Input records:
Start of Block

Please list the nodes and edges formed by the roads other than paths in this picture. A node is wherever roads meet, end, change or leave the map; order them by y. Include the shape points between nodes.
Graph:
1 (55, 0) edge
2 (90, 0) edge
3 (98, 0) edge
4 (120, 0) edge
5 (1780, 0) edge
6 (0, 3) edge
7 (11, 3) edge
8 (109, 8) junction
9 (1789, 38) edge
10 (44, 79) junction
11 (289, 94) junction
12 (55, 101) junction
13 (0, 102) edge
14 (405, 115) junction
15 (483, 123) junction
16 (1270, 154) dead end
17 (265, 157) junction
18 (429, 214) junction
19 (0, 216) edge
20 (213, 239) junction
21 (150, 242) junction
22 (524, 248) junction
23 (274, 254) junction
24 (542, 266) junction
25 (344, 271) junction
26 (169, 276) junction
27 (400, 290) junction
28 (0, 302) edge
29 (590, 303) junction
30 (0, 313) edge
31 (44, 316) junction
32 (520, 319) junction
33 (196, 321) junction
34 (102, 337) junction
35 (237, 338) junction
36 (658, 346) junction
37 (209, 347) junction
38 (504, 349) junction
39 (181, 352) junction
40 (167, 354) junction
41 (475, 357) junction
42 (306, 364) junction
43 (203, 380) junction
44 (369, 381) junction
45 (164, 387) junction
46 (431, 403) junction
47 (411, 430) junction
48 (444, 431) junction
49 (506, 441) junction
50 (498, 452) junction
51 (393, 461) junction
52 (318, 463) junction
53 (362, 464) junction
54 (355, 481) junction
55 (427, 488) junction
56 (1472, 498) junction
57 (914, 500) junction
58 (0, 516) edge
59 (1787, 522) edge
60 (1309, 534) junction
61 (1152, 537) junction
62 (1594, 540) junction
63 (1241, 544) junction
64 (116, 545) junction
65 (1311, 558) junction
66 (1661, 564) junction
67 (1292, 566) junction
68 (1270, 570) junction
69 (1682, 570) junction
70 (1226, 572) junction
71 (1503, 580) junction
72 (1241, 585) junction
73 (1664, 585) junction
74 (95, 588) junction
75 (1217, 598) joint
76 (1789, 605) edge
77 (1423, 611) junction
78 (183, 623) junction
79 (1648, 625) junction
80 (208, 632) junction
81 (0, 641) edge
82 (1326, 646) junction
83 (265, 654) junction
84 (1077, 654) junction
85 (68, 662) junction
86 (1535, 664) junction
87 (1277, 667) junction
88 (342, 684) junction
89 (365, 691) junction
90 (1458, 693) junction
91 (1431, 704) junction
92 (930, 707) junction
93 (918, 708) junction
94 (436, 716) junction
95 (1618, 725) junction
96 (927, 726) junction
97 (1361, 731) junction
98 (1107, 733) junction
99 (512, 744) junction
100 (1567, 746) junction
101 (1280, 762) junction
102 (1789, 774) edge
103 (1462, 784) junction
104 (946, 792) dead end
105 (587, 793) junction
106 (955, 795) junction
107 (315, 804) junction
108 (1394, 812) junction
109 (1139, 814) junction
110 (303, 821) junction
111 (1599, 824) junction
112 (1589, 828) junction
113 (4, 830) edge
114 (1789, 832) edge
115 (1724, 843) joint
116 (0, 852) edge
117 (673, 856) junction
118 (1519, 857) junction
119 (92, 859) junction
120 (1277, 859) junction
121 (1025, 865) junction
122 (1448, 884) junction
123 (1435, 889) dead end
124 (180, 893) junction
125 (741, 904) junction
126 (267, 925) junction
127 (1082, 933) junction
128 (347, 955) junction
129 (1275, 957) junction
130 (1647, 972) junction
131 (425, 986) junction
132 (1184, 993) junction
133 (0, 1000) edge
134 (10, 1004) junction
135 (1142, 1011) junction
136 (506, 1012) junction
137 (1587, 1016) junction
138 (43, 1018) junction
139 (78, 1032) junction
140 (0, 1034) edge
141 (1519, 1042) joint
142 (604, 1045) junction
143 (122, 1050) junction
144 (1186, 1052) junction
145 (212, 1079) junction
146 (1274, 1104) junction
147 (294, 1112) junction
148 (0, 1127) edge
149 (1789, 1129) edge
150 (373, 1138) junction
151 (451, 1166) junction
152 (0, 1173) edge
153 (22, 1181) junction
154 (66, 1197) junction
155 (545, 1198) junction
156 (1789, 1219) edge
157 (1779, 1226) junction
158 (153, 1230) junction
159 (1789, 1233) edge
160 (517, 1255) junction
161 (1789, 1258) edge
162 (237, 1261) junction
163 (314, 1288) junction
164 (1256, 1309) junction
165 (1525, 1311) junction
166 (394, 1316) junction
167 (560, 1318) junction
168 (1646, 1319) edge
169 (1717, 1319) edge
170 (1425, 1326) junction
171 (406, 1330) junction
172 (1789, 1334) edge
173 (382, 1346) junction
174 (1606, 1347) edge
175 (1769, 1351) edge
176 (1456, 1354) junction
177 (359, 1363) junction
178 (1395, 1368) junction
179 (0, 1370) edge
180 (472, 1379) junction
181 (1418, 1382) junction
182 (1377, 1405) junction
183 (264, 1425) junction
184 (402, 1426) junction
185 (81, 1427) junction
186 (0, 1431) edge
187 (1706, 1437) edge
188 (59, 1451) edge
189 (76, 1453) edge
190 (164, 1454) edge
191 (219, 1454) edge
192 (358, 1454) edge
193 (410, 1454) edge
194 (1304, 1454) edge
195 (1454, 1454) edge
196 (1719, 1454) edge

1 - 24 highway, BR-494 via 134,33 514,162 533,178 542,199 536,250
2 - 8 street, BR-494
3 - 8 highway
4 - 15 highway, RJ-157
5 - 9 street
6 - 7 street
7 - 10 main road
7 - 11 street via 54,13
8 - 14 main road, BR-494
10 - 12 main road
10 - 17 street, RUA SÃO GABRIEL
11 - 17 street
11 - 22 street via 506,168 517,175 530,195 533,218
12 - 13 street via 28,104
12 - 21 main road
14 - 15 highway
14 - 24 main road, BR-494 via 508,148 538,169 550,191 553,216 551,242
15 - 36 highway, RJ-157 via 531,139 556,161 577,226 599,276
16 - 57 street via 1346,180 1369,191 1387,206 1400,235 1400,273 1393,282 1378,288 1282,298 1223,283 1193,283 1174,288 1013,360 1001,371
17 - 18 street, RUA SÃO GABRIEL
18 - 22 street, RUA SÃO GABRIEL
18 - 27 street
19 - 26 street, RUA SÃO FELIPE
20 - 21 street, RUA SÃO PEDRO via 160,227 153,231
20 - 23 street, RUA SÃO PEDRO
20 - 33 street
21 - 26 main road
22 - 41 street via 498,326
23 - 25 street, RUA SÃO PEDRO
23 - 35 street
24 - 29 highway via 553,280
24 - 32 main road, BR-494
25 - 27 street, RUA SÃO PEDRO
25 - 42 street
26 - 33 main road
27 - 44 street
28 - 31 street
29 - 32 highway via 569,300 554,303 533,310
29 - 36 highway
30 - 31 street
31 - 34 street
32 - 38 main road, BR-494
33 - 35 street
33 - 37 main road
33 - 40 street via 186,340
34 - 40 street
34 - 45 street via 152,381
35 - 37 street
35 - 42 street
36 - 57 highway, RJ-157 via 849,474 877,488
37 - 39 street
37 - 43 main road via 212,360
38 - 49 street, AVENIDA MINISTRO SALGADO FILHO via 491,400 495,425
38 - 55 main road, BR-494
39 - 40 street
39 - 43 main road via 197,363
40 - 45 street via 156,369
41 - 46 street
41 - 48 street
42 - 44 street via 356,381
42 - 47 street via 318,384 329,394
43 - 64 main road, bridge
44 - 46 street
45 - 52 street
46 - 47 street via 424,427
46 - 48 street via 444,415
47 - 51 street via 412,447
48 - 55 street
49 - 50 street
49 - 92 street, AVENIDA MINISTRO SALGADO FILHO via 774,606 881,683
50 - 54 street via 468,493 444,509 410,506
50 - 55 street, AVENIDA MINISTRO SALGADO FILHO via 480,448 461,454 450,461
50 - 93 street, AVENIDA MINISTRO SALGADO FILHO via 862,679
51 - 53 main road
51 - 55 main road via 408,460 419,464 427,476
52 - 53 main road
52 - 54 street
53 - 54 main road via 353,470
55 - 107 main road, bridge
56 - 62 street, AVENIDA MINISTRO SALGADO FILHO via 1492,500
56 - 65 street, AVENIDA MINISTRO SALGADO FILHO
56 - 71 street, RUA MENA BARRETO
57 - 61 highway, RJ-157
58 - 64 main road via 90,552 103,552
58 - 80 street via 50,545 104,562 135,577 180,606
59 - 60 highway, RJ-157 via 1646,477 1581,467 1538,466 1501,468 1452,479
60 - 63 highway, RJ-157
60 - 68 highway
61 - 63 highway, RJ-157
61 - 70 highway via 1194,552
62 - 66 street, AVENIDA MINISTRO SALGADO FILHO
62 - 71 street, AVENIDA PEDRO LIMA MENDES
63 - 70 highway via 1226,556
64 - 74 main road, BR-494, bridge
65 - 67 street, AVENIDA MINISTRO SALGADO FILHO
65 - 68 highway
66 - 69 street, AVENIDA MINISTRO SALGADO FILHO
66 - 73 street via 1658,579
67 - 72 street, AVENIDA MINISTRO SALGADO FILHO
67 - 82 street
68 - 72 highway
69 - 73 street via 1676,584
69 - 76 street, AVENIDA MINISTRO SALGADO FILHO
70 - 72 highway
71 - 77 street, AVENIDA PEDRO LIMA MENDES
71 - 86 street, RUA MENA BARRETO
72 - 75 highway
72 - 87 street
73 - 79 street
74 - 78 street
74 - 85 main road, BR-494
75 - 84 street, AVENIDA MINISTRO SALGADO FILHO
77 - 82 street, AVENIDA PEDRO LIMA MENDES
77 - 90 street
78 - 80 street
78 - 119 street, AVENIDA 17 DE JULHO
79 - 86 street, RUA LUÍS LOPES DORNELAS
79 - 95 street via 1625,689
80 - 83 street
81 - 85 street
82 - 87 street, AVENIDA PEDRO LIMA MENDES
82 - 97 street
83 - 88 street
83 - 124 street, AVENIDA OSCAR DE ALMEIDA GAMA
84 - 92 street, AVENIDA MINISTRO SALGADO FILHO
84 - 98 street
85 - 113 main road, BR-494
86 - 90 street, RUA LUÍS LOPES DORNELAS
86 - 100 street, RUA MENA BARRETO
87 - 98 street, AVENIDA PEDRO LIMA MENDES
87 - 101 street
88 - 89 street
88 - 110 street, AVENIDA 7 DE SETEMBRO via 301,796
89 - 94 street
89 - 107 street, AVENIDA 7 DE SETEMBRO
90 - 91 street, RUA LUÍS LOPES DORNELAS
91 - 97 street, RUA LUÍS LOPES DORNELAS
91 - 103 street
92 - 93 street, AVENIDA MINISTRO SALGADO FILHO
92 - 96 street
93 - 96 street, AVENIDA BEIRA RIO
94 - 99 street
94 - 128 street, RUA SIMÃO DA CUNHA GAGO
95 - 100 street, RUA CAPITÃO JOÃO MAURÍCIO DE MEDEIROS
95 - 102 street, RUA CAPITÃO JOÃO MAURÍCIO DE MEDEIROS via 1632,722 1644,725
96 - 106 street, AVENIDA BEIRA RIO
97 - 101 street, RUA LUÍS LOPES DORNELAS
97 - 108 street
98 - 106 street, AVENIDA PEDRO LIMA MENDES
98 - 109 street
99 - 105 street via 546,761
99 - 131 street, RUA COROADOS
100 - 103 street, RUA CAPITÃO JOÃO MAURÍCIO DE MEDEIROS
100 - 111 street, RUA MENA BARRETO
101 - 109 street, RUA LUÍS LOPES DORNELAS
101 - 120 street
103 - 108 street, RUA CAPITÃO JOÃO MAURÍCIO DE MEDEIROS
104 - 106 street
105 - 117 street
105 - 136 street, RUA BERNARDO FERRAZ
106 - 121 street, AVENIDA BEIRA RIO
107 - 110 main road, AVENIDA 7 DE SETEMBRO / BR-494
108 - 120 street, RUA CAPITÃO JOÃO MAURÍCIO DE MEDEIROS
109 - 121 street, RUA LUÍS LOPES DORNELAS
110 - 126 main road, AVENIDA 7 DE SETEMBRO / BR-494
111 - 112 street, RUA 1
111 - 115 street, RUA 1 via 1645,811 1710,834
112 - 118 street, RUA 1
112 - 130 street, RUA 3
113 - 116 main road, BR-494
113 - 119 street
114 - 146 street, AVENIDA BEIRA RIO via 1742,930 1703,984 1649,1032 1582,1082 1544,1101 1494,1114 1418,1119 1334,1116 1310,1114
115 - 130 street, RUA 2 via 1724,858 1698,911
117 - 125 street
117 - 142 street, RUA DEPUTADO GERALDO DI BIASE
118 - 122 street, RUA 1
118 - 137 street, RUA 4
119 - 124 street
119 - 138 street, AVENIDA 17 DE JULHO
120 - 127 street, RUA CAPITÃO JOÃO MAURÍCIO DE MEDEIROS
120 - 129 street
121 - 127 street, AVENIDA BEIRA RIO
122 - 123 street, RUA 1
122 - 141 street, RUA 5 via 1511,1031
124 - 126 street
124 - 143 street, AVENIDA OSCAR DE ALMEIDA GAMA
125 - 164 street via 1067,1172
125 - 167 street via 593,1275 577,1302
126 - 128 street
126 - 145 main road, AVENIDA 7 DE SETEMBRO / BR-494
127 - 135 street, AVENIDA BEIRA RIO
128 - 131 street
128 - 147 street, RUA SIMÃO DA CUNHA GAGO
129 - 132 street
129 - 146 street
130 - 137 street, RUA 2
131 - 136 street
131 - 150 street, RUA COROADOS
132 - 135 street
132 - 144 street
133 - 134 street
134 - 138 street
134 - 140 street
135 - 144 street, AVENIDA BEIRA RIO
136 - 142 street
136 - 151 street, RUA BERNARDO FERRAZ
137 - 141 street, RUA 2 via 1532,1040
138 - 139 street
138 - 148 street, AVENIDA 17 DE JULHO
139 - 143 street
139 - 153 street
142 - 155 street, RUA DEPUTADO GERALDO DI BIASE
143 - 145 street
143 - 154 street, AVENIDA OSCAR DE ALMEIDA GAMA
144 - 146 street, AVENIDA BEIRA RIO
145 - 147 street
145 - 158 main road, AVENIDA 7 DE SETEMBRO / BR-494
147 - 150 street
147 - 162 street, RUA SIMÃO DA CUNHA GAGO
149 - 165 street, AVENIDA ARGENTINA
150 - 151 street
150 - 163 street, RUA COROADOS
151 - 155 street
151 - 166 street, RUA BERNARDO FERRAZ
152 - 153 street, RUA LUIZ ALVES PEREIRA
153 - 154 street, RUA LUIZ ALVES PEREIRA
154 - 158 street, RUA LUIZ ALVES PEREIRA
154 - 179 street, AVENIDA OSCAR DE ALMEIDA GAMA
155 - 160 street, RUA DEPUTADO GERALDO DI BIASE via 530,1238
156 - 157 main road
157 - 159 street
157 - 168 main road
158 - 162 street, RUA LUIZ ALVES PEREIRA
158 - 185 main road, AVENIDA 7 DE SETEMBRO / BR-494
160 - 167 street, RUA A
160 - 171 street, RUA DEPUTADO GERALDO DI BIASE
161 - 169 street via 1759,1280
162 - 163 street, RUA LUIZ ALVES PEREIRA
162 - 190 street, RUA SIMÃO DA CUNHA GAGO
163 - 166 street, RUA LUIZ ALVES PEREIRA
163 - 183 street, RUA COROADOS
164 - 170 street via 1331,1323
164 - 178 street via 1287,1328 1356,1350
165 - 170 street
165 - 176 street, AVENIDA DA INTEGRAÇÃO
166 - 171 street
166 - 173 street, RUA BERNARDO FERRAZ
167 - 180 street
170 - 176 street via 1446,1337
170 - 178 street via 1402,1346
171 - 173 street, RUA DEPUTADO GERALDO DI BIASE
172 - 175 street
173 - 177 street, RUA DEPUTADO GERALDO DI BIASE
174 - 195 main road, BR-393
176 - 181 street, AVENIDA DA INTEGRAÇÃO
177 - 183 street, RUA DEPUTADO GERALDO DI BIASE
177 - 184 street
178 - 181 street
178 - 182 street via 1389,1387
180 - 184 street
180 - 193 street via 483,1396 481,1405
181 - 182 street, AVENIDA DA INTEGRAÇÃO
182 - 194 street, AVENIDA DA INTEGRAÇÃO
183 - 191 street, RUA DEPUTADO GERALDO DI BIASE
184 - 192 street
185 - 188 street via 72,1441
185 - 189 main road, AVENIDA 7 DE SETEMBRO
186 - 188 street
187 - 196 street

End of Block
Start of Block

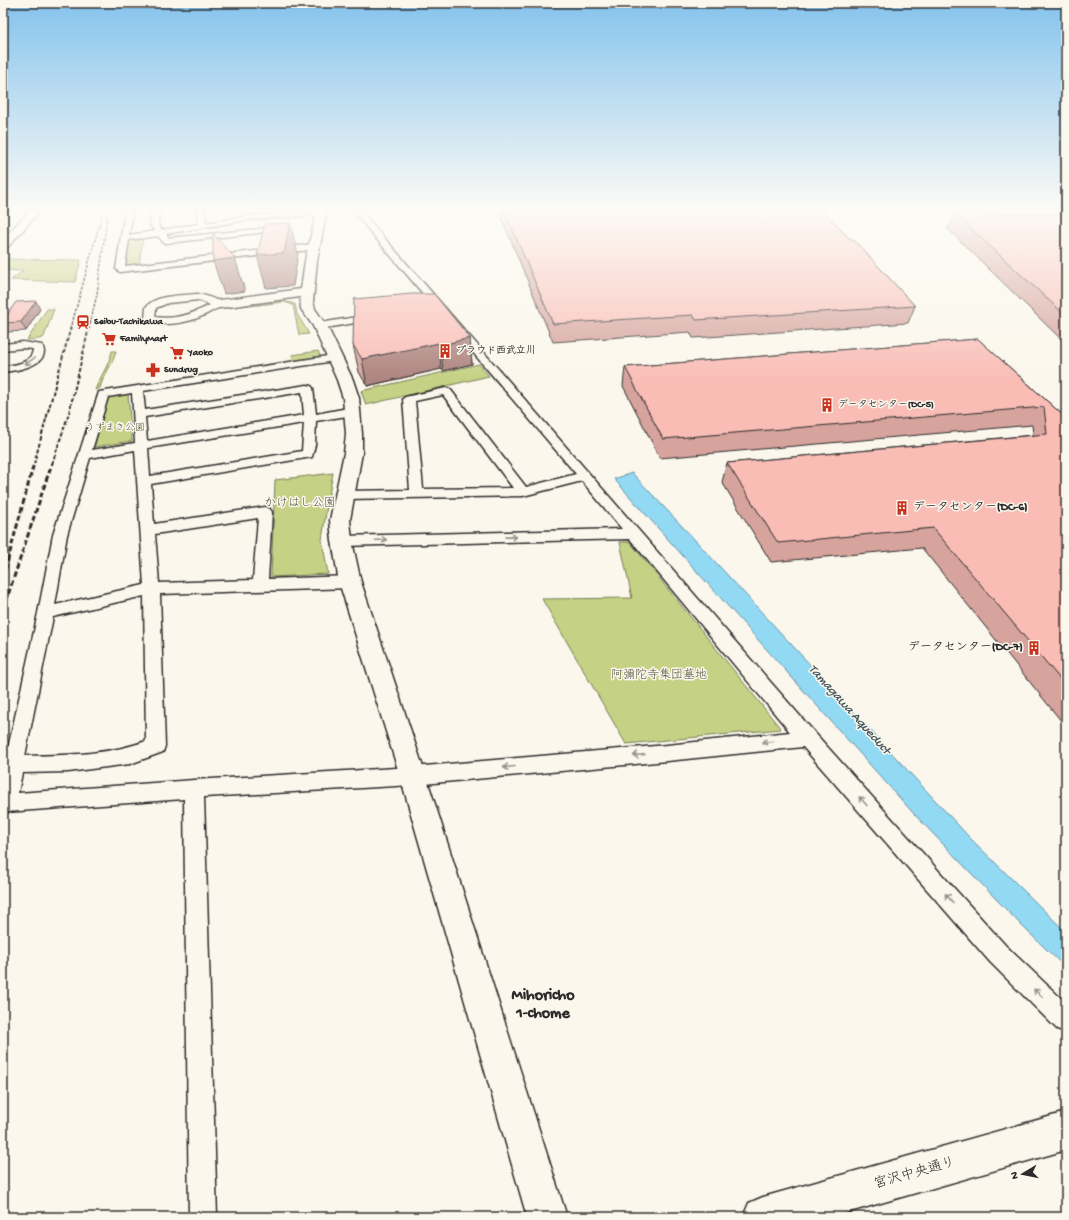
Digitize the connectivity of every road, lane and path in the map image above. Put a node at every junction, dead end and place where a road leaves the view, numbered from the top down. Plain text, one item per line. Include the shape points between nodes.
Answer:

End of Block

Assignment: Every line in the listing above that mentions "nodes" should be returned.

Output for this task:
Please list the nodes and edges formed by the roads other than paths in this picture. A node is wherever roads meet, end, change or leave the map; order them by y. Include the shape points between nodes.
Digitize the connectivity of every road, lane and path in the map image above. Put a node at every junction, dead end and place where a road leaves the view, numbered from the top down. Plain text, one item per line. Include the shape points between nodes.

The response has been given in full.